Please make an exact transcription of all the data that follows.
*** Opening of MATERIAL FOR THIS TASK ***
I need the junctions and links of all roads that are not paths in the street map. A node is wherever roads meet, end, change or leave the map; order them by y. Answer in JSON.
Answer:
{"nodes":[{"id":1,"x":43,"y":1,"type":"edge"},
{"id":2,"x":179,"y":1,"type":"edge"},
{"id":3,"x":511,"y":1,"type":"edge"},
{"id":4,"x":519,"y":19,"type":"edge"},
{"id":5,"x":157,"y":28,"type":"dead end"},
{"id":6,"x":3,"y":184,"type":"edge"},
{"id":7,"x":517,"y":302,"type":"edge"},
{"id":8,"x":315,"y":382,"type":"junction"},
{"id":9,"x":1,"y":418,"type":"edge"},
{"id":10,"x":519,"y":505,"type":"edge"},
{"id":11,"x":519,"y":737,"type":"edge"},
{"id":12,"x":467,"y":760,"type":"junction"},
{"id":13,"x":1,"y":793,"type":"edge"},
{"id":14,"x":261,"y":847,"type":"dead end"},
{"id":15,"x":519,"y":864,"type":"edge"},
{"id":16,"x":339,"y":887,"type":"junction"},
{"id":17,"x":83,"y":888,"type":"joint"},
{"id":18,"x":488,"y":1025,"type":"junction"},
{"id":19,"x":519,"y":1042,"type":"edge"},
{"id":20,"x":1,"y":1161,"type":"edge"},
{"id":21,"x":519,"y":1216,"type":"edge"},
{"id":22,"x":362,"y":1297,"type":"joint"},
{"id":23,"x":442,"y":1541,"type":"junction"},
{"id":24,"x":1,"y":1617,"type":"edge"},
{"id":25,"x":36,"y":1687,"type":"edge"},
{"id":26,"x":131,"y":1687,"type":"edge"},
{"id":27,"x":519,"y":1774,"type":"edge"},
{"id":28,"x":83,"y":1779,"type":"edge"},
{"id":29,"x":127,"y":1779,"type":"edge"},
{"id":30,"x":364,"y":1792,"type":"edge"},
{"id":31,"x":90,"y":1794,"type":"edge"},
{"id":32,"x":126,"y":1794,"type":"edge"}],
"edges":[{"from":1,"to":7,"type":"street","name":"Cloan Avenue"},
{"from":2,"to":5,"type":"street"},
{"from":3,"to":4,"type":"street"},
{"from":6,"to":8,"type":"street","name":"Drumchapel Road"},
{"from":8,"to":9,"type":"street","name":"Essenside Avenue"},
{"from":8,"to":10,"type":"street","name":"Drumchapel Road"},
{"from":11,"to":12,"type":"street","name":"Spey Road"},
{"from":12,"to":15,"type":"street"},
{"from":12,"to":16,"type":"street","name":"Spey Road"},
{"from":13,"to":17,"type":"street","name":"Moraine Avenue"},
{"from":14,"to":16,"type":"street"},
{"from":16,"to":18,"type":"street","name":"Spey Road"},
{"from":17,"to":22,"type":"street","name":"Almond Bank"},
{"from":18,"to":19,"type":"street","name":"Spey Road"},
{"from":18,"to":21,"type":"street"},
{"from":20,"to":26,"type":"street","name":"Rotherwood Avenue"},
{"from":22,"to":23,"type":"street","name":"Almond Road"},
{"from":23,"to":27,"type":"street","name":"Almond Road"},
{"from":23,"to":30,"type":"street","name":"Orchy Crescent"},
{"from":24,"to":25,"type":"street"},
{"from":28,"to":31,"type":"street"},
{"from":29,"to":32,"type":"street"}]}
*** Close of MATERIAL FOR THIS TASK ***
**SOLUTION FOR THIS EXERCISE:**
I need the junctions and links of all roads that are not paths in the street map. A node is wherever roads meet, end, change or leave the map; order them by y. Answer in JSON.
Answer:
{"nodes":[{"id":1,"x":43,"y":1,"type":"edge"},
{"id":2,"x":179,"y":1,"type":"edge"},
{"id":3,"x":511,"y":1,"type":"edge"},
{"id":4,"x":519,"y":19,"type":"edge"},
{"id":5,"x":157,"y":28,"type":"dead end"},
{"id":6,"x":3,"y":184,"type":"edge"},
{"id":7,"x":517,"y":302,"type":"edge"},
{"id":8,"x":315,"y":382,"type":"junction"},
{"id":9,"x":1,"y":418,"type":"edge"},
{"id":10,"x":519,"y":505,"type":"edge"},
{"id":11,"x":519,"y":737,"type":"edge"},
{"id":12,"x":467,"y":760,"type":"junction"},
{"id":13,"x":1,"y":793,"type":"edge"},
{"id":14,"x":261,"y":847,"type":"dead end"},
{"id":15,"x":519,"y":864,"type":"edge"},
{"id":16,"x":339,"y":887,"type":"junction"},
{"id":17,"x":83,"y":888,"type":"joint"},
{"id":18,"x":488,"y":1025,"type":"junction"},
{"id":19,"x":519,"y":1042,"type":"edge"},
{"id":20,"x":1,"y":1161,"type":"edge"},
{"id":21,"x":519,"y":1216,"type":"edge"},
{"id":22,"x":362,"y":1297,"type":"joint"},
{"id":23,"x":442,"y":1541,"type":"junction"},
{"id":24,"x":1,"y":1617,"type":"edge"},
{"id":25,"x":36,"y":1687,"type":"edge"},
{"id":26,"x":131,"y":1687,"type":"edge"},
{"id":27,"x":519,"y":1774,"type":"edge"},
{"id":28,"x":83,"y":1779,"type":"edge"},
{"id":29,"x":127,"y":1779,"type":"edge"},
{"id":30,"x":364,"y":1792,"type":"edge"},
{"id":31,"x":90,"y":1794,"type":"edge"},
{"id":32,"x":126,"y":1794,"type":"edge"}],
"edges":[{"from":1,"to":7,"type":"street","name":"Cloan Avenue"},
{"from":2,"to":5,"type":"street"},
{"from":3,"to":4,"type":"street"},
{"from":6,"to":8,"type":"street","name":"Drumchapel Road"},
{"from":8,"to":9,"type":"street","name":"Essenside Avenue"},
{"from":8,"to":10,"type":"street","name":"Drumchapel Road"},
{"from":11,"to":12,"type":"street","name":"Spey Road"},
{"from":12,"to":15,"type":"street"},
{"from":12,"to":16,"type":"street","name":"Spey Road"},
{"from":13,"to":17,"type":"street","name":"Moraine Avenue"},
{"from":14,"to":16,"type":"street"},
{"from":16,"to":18,"type":"street","name":"Spey Road"},
{"from":17,"to":22,"type":"street","name":"Almond Bank"},
{"from":18,"to":19,"type":"street","name":"Spey Road"},
{"from":18,"to":21,"type":"street"},
{"from":20,"to":26,"type":"street","name":"Rotherwood Avenue"},
{"from":22,"to":23,"type":"street","name":"Almond Road"},
{"from":23,"to":27,"type":"street","name":"Almond Road"},
{"from":23,"to":30,"type":"street","name":"Orchy Crescent"},
{"from":24,"to":25,"type":"street"},
{"from":28,"to":31,"type":"street"},
{"from":29,"to":32,"type":"street"}]}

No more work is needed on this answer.